Submitted to: Theoretical and Applied Genetics
Publication Type: Peer Reviewed Journal
Publication Acceptance Date: 3/9/2006
Publication Date: 4/13/2006
Citation: Feng, J., Vick, B.A., Lee, M., Zhang, H., Jan, C.C. 2006. Construction of BAC and BIBAC libraries from sunflower and identification of linkage group-specific clones by overgo hybridization. Theoretical and Applied Genetics. 113:23-32. Interpretive Summary: Large-insert BAC and BIBAC libraries have been proven essential tools for modern genomics research in many species. To facilitate genomic research and breeding of sunflower, two complementary BAC and BIBAC libraries were constructed from nuclear DNA of a sunflower inbred line HA89 by using different restriction enzyme and vector systems. The BAC library was constructed with BamH1 in the pECBAC1 vector and contains 107,136 clones, with an average insert size of about 140 kb. The BIBAC library was constructed with HindIII in the pCLD04541 vector and contains 84,864 clones, with an average insert size of about 132 kb. Either of the libraries provides a greater than 99% probability of obtaining a particular DNA sequence from each library. Together, the combined libraries represent about 8.9 equivalents of the sunflower haploid genome (3000 Mb/1C).
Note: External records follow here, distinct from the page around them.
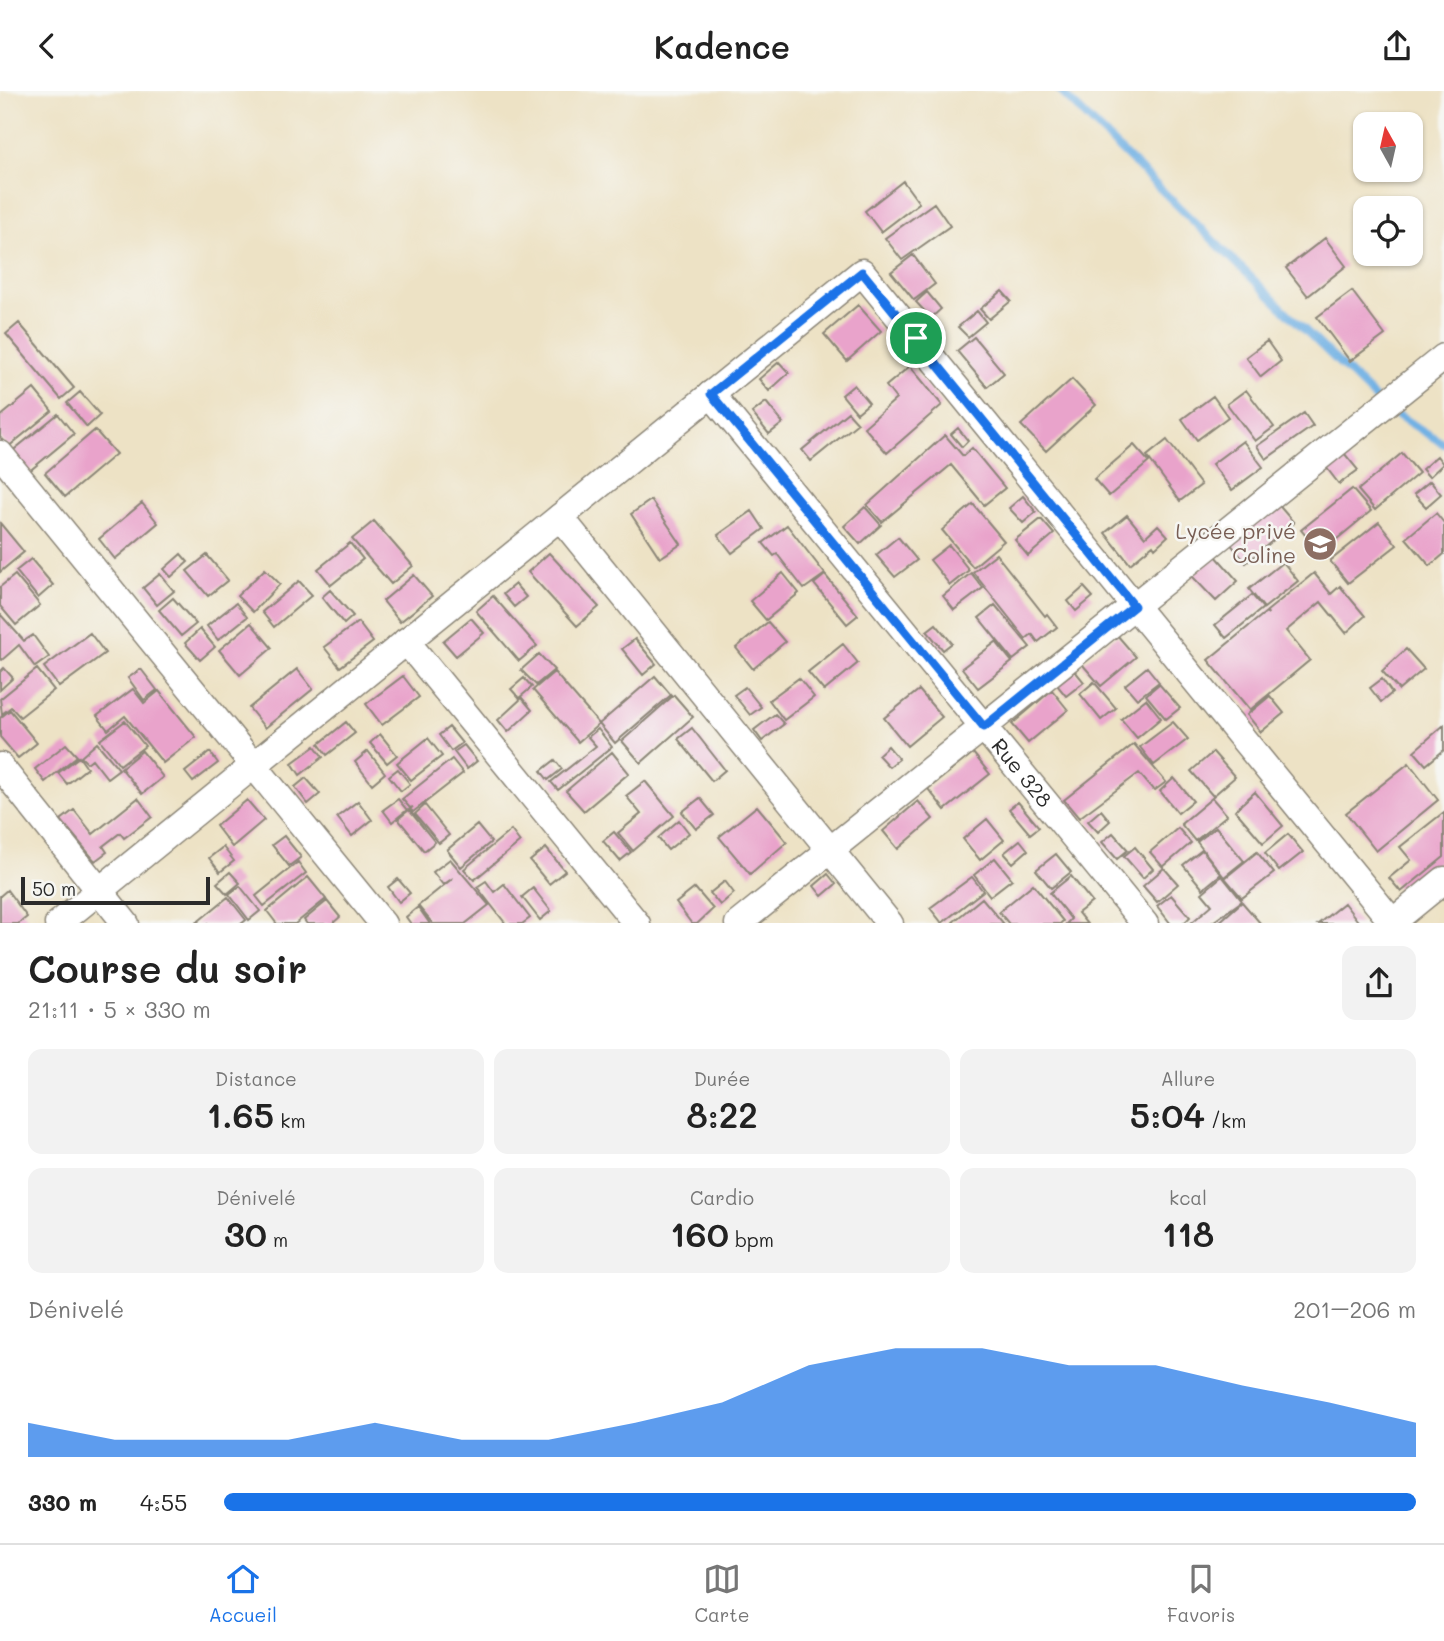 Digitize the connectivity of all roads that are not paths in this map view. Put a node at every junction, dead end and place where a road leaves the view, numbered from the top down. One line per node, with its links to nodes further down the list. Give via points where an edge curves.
1 (1444, 357): 5 (street)
2 (711, 394): 4 (street); 5 (street, via 862,272); 7 (street, Rue 328)
3 (0, 453): 8 (street)
4 (559, 517): 6 (street); 10 (street)
5 (1134, 606): 7 (street); 20 (street)
6 (406, 641): 8 (street); 16 (street)
7 (984, 727): 10 (street); 19 (street, Rue 328)
8 (253, 765): 12 (street); 15 (street)
9 (0, 766): 12 (street)
10 (830, 850): 17 (street); 18 (street)
11 (1444, 880): 20 (street)
12 (99, 890): 13 (street); 14 (street)
13 (58, 923)
14 (126, 923)
15 (383, 923)
16 (637, 923)
17 (738, 923)
18 (890, 923)
19 (1145, 923)
20 (1392, 923)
Using specific probes "overgos" designed from linkage group-specific RFLP clones, we have identified linkage group-specific BAC and BIBAC clones. These selected BAC and BIBAC can be used to identify a set of 17 trisomic genetic stocks having different extra chromosomes of the sunflower genome.
Technical Abstract: Two complementary BAC and BIBAC libraries were constructed from nuclear DNA of sunflower cultivar HA 89. The BAC library was constructed with BamHI in the pECBAC1 vector. It contains 107,136 clones and has an average insert size of 140 kb. The BIBAC library was constructed with HindIII in the plant-transformation-competent binary vector pCLD04541 and contains 84,864 clones, with an average insert size of 137 kb. The two libraries together contain a total of 192,000 clones and are equivalent to approximately 8.9 haploid genomes of sunflower (3,000 Mb/1C), providing a greater than 99% probability of obtaining a particular clone from the libraries. The frequencies of BAC and BIBAC clones carrying chloroplast or mitochondrial DNA sequences were estimated to be 2.35% and 0.04%, respectively, and insert-empty clones were less than 0.5%. To facilitate chromosome engineering and anchor the sunflower genetic map to chromosomes, one to three single- or low-copy RFLP markers from each linkage group of the sunflower genetic map were used to design pairs of overlapping oligonucleotides (overgos). A total of 36 overgos were designed and pooled as probes to screen a subset (5.1x) of the BAC and BIBAC libraries. Of the 36 overgos, 33 (92%) gave at least one positive clone and 3 (8%) failed to hit any clone. As a result, 195 BAC and BIBAC clones representing 19 linkage groups of the genetic map were identified, including 76 BAC clones and 119 BIBAC clones, which have further verified the genome coverage and utility of the libraries in genome research. Therefore, the BAC and BIBAC libraries and linkage group-specific clones provide resources and tools essential for comprehensive research of the sunflower genome.